According to a broker with knowledge of the deal, a two-bedroom apartment recently went into contract for $1.75 million, bought by Stephen Siegel, chairman of global brokerage at mega-firm CB Richard Ellis and one of the grand godfathers of real estate dealmaking in New York.
The fact that someone as wizened and savvy as Mr. Siegel is investing in a neighborhood that has come to be regarded as a playpen for those pretending to avoid Us Weekly coverage must mean something.
Mr. Siegel emailed The Observer that he had been looking at apartments with a family member who “did an exhaustive search and knows about every finish and quality (or lack of it) at every apartment he looked at. He found this [the Fairchild] to be of the highest quality, from the finishes to the space, the kitchen and the overall detail, not to forget the lobby and the location.”
The Siegels, who were represented by Douglas Elliman broker Oren Alexander, may be very discerning in their residential tastes, but it isn’t hard to imagine why this glossy Tribeca development caught their eye. The “exclusive collection of 21 townhomes, penthouses and lofts” is built in the “quintessential architecture of Tribeca,” according to the project’s Web site.

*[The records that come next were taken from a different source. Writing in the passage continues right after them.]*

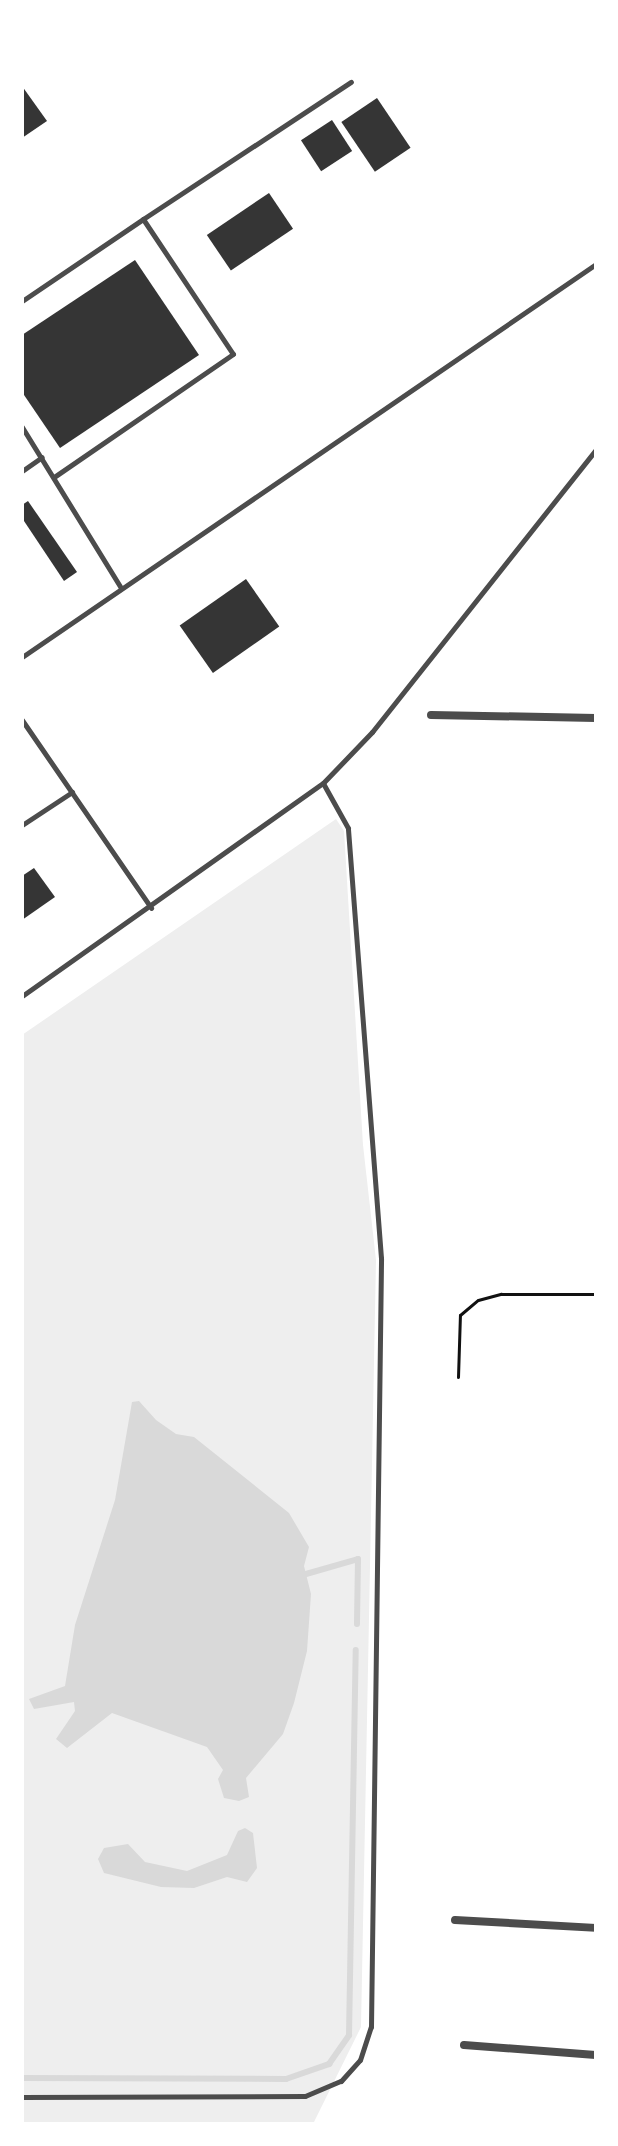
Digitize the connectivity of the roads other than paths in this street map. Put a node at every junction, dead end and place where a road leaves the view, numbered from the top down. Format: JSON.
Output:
{"nodes":[{"id":1,"x":351,"y":82,"type":"dead end"},
{"id":2,"x":143,"y":219,"type":"junction"},
{"id":3,"x":596,"y":264,"type":"edge"},
{"id":4,"x":22,"y":301,"type":"edge"},
{"id":5,"x":22,"y":427,"type":"edge"},
{"id":6,"x":596,"y":449,"type":"edge"},
{"id":7,"x":42,"y":457,"type":"junction"},
{"id":8,"x":22,"y":471,"type":"edge"},
{"id":9,"x":54,"y":477,"type":"junction"},
{"id":10,"x":121,"y":588,"type":"junction"},
{"id":11,"x":22,"y":657,"type":"edge"},
{"id":12,"x":431,"y":715,"type":"dead end"},
{"id":13,"x":596,"y":718,"type":"edge"},
{"id":14,"x":22,"y":720,"type":"edge"},
{"id":15,"x":323,"y":783,"type":"junction"},
{"id":16,"x":72,"y":792,"type":"junction"},
{"id":17,"x":22,"y":825,"type":"edge"},
{"id":18,"x":151,"y":908,"type":"junction"},
{"id":19,"x":22,"y":996,"type":"edge"},
{"id":20,"x":455,"y":1920,"type":"dead end"},
{"id":21,"x":596,"y":1928,"type":"edge"},
{"id":22,"x":464,"y":2045,"type":"dead end"},
{"id":23,"x":596,"y":2055,"type":"edge"},
{"id":24,"x":22,"y":2097,"type":"edge"}],
"edges":[{"from":1,"to":2,"type":"lane"},
{"from":2,"to":4,"type":"lane"},
{"from":2,"to":9,"type":"lane"},
{"from":3,"to":10,"type":"lane"},
{"from":5,"to":7,"type":"lane"},
{"from":6,"to":15,"type":"lane"},
{"from":7,"to":8,"type":"lane"},
{"from":7,"to":9,"type":"lane"},
{"from":9,"to":10,"type":"lane"},
{"from":10,"to":11,"type":"lane"},
{"from":12,"to":13,"type":"street"},
{"from":14,"to":16,"type":"lane"},
{"from":15,"to":18,"type":"lane"},
{"from":15,"to":24,"type":"lane"},
{"from":16,"to":17,"type":"lane"},
{"from":16,"to":18,"type":"lane"},
{"from":18,"to":19,"type":"lane"},
{"from":20,"to":21,"type":"street"},
{"from":22,"to":23,"type":"street"}]}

The apartments “offer an urban paradox where luxury living mingles with an industrial soul”—which can be translated thusly: custom-designed Poggenpohl gourmet kitchens and complimentary gym and spa memberships at the Greenwich Hotel set against a backdrop of a “traditional warm brick facade with oversized arched windows” that reflect the “industrial age of 19th century New York.”